- One can write finite state transducers for natural language processing (translation, declension, analysis) using lt-toolbox technologies.
- One creates dix files defining these tranducers, compiles them to bin files and then uses them for the final ends.
- Lt-toolbox libraries and tools are available in C++ and java.
- Write scala/ java wrappers for invoking FST-s in lt-toolbox bin files.
- Smt Ambaa KulkarNi has led the creation of several such FST based tools. These are very useful for word generation and analysis.
- They're hosted on <scl.samsaadhanii.in> and mirrors.
- Only the lttoolbox compatible bin files are provided without any documentation (by request, not on any public site).
- This is usually a part of the scl website code, which is antiquated and mostly useless for further development (while still serving as a useful reference for how the core lttoolbox bin files are to be invoked) as it:
- relies on CGI technology.
- is written in perl.
- has a poor build system.
- These lttoolbox compatible bin files don't work with the Java libraries as of July 2017 - see thread.
- Smt Ambaa does not provide the dix files (including to this author).
- So there is an outsider cannot consider using them :
- to grok how the bin files are to be invoked
- to understand the underlying lttoolbox technology by example.
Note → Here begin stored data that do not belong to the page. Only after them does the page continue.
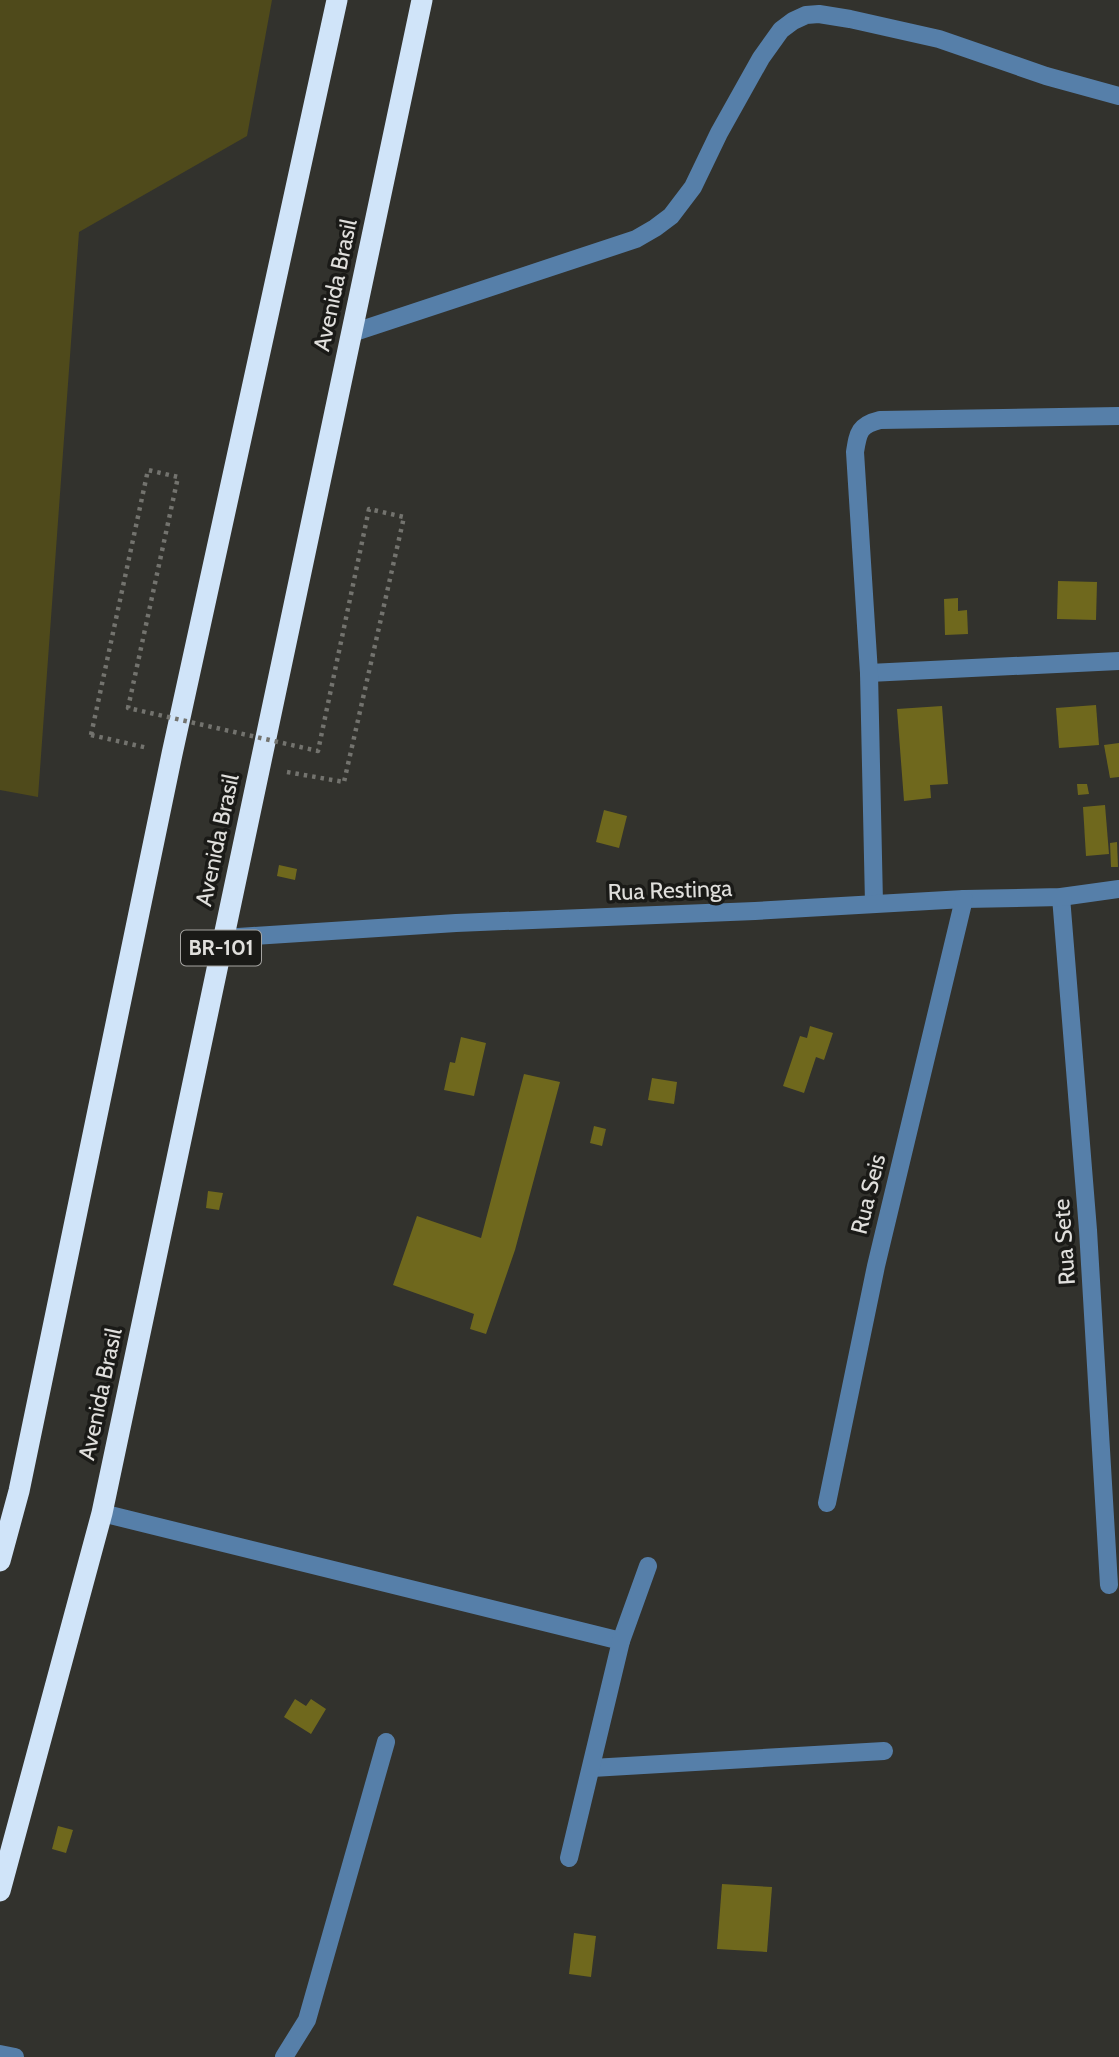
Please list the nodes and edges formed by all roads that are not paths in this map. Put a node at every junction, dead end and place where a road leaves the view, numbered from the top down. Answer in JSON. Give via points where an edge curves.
{"nodes":[{"id":1,"x":337,"y":0,"type":"edge"},
{"id":2,"x":422,"y":0,"type":"edge"},
{"id":3,"x":1119,"y":96,"type":"edge"},
{"id":4,"x":352,"y":333,"type":"junction"},
{"id":5,"x":1119,"y":416,"type":"edge"},
{"id":6,"x":1119,"y":661,"type":"edge"},
{"id":7,"x":869,"y":673,"type":"junction"},
{"id":8,"x":1119,"y":890,"type":"edge"},
{"id":9,"x":1061,"y":897,"type":"junction"},
{"id":10,"x":964,"y":899,"type":"junction"},
{"id":11,"x":874,"y":903,"type":"junction"},
{"id":12,"x":223,"y":938,"type":"junction"},
{"id":13,"x":827,"y":1503,"type":"dead end"},
{"id":14,"x":102,"y":1513,"type":"junction"},
{"id":15,"x":0,"y":1561,"type":"edge"},
{"id":16,"x":649,"y":1566,"type":"dead end"},
{"id":17,"x":1109,"y":1585,"type":"dead end"},
{"id":18,"x":621,"y":1641,"type":"junction"},
{"id":19,"x":386,"y":1742,"type":"dead end"},
{"id":20,"x":884,"y":1751,"type":"dead end"},
{"id":21,"x":592,"y":1768,"type":"junction"},
{"id":22,"x":569,"y":1858,"type":"dead end"},
{"id":23,"x":0,"y":1891,"type":"edge"},
{"id":24,"x":0,"y":2054,"type":"edge"},
{"id":25,"x":15,"y":2057,"type":"edge"},
{"id":26,"x":284,"y":2057,"type":"edge"}],
"edges":[{"from":1,"to":15,"type":"highway","via":[[172,754],[19,1491]]},
{"from":2,"to":4,"type":"highway","name":"Avenida Brasil","number":"BR-101"},
{"from":3,"to":4,"type":"street","via":[[939,39],[850,19],[806,15],[774,39],[692,187],[671,216],[655,228],[635,239]]},
{"from":4,"to":12,"type":"highway","name":"Avenida Brasil","number":"BR-101"},
{"from":5,"to":7,"type":"street","via":[[880,420],[861,429],[855,452]]},
{"from":6,"to":7,"type":"street"},
{"from":7,"to":11,"type":"street"},
{"from":8,"to":9,"type":"street","name":"Rua Restinga"},
{"from":9,"to":10,"type":"street","name":"Rua Restinga"},
{"from":9,"to":17,"type":"street","name":"Rua Sete","via":[[1088,1230]]},
{"from":10,"to":11,"type":"street","name":"Rua Restinga"},
{"from":10,"to":13,"type":"street","name":"Rua Seis","via":[[876,1266]]},
{"from":11,"to":12,"type":"street","name":"Rua Restinga"},
{"from":12,"to":14,"type":"highway","name":"Avenida Brasil","number":"BR-101"},
{"from":14,"to":18,"type":"street"},
{"from":14,"to":23,"type":"highway","name":"Avenida Brasil","number":"BR-101"},
{"from":16,"to":18,"type":"street"},
{"from":18,"to":21,"type":"street"},
{"from":19,"to":26,"type":"street","via":[[307,2020]]},
{"from":20,"to":21,"type":"street"},
{"from":21,"to":22,"type":"street"},
{"from":24,"to":25,"type":"street"}]}
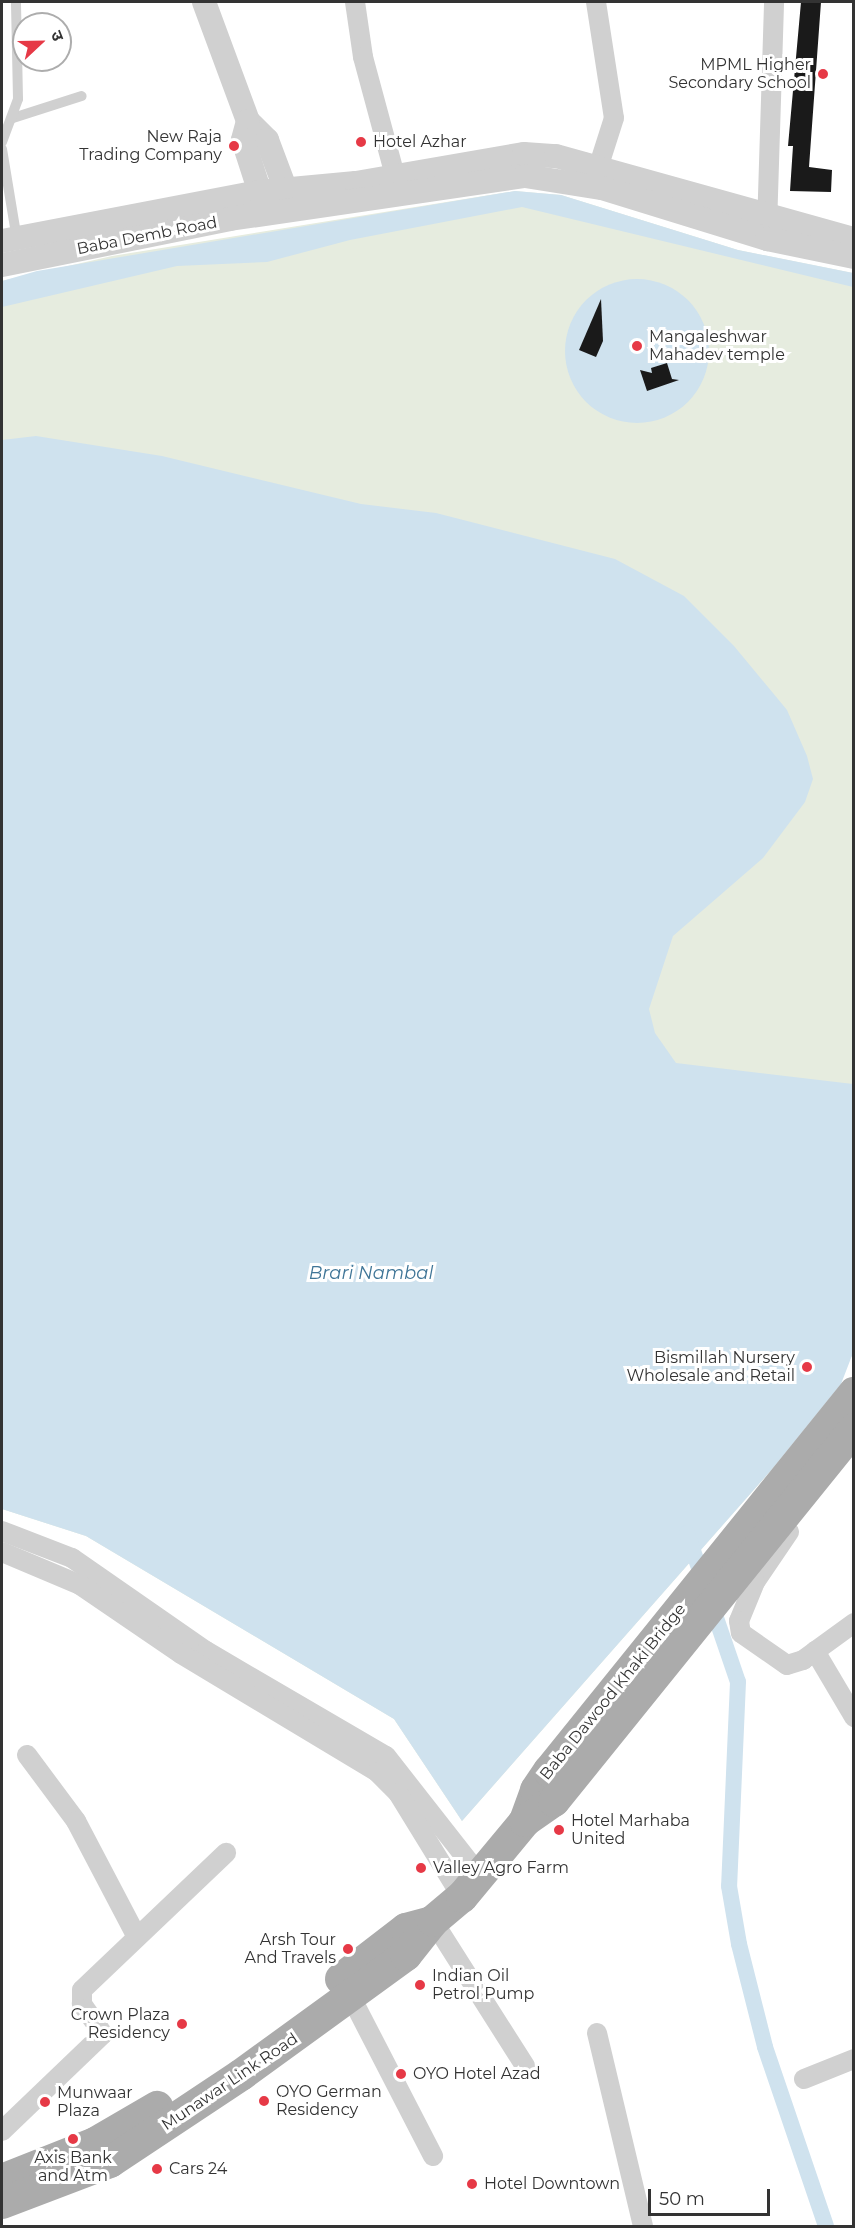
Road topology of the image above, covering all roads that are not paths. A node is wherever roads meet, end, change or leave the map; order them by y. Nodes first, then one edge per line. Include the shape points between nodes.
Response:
1 (16, 2) edge
2 (204, 2) edge
3 (355, 2) edge
4 (596, 2) edge
5 (774, 2) edge
6 (82, 96) dead end
7 (14, 118) junction
8 (248, 121) junction
9 (2, 142) edge
10 (2, 148) edge
11 (598, 168) junction
12 (395, 176) junction
13 (289, 200) junction
14 (263, 203) junction
15 (767, 229) junction
16 (854, 239) edge
17 (10, 251) edge
18 (854, 257) edge
19 (854, 1393) edge
20 (854, 1429) edge
21 (854, 1447) edge
22 (2, 1532) edge
23 (2, 1552) edge
24 (854, 1623) edge
25 (815, 1651) junction
26 (854, 1717) edge
27 (27, 1755) dead end
28 (558, 1778) junction
29 (525, 1821) joint
30 (226, 1853) dead end
31 (471, 1887) junction
32 (433, 1921) junction
33 (137, 1938) junction
34 (351, 1997) junction
35 (597, 2033) dead end
36 (854, 2059) edge
37 (525, 2066) dead end
38 (804, 2079) dead end
39 (2, 2131) edge
40 (433, 2156) dead end
41 (2, 2180) edge
42 (2, 2203) edge
43 (643, 2226) edge

1 - 7 lane via 19,79
2 - 8 street
3 - 12 street via 363,57
4 - 11 street via 614,118
5 - 15 street
6 - 7 lane
7 - 9 lane
8 - 13 street via 267,140
8 - 14 street via 243,140
10 - 17 lane
11 - 12 street via 556,156 524,154
11 - 15 street
12 - 13 street
13 - 14 street, Baba Demb Road
13 - 15 street via 496,178 558,178
14 - 17 street, Baba Demb Road
15 - 16 street
15 - 18 street
19 - 28 main road, Baba Dawood Khaki Bridge
20 - 28 main road, Baba Dawood Khaki Bridge
21 - 25 street via 755,1582 739,1622 741,1633 781,1665 793,1665
22 - 31 street via 72,1558 207,1651 364,1740 408,1779
23 - 31 street via 80,1585 181,1654 377,1772
24 - 25 street
25 - 26 street
27 - 33 street via 76,1821
28 - 29 main road, Baba Dawood Khaki Bridge via 542,1813
29 - 31 main road, Munawar Link Road
30 - 33 street
31 - 32 main road, Munawar Link Road
32 - 34 main road, Munawar Link Road via 406,1955
32 - 37 street
32 - 41 main road, Munawar Link Road via 391,1938 334,1984 129,2125 55,2162
33 - 39 street via 80,1993 103,2034
34 - 40 street
34 - 42 main road, Munawar Link Road via 110,2162
35 - 43 street
36 - 38 street

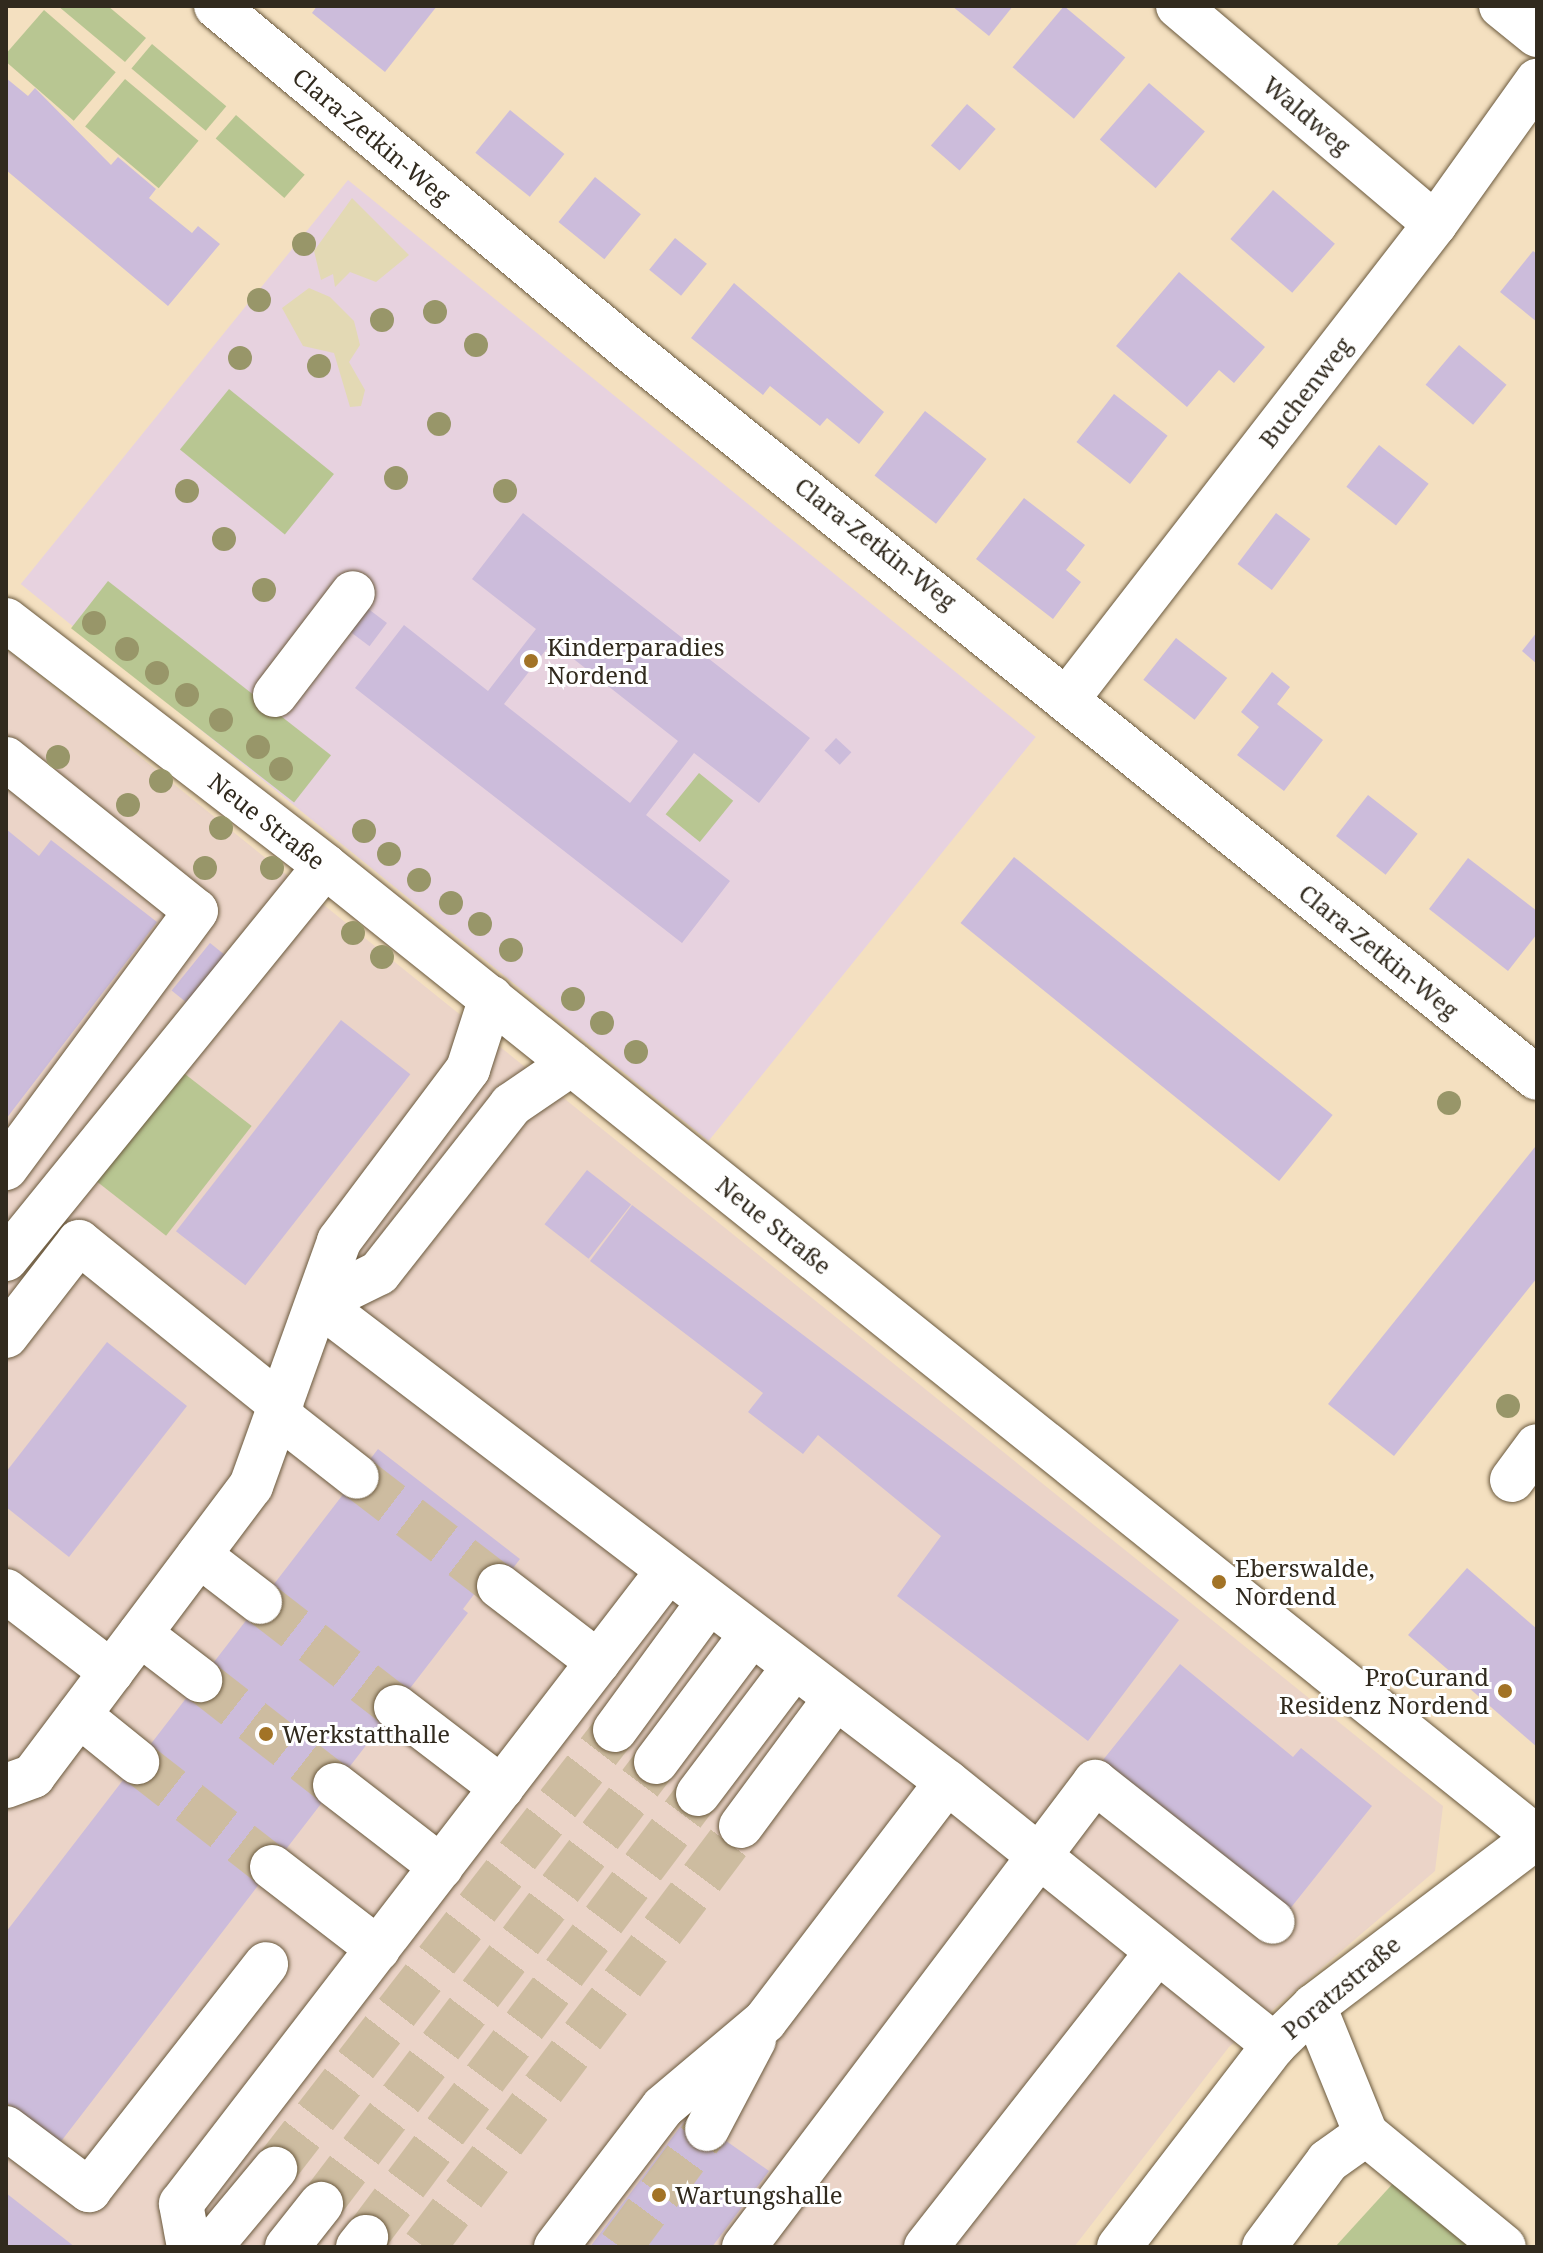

- to develop the FST-s further.
The below are sourced mostly from communication with smt ambaa and from experiments.
- "To know the input for tin / krt / taddhita generator, you give a tinanta / krdanta / taddhitaanta to the all_morf.bin, and it will produce the analysis. That analysis is the input for the generator."
- Regarding the level parameter:
- level 1 is used for the avyutpanna praatipadikas and dhaatus (corresponds to inflectional morphology, with sup and tin)
- level 0 is for the vyutpanna praatipadikas.
- level 2: vyutpanna krdanta subanta (a noun form derived by adding a krt suffix)
- level 3: vyutpanna taddhita subantas
- level 4: vyutpanna uttarapadas of a compound
Regarding the level parameter:
- In the case of verb forms, I have only level 1. The Nijantas, though derived are assigned the same level.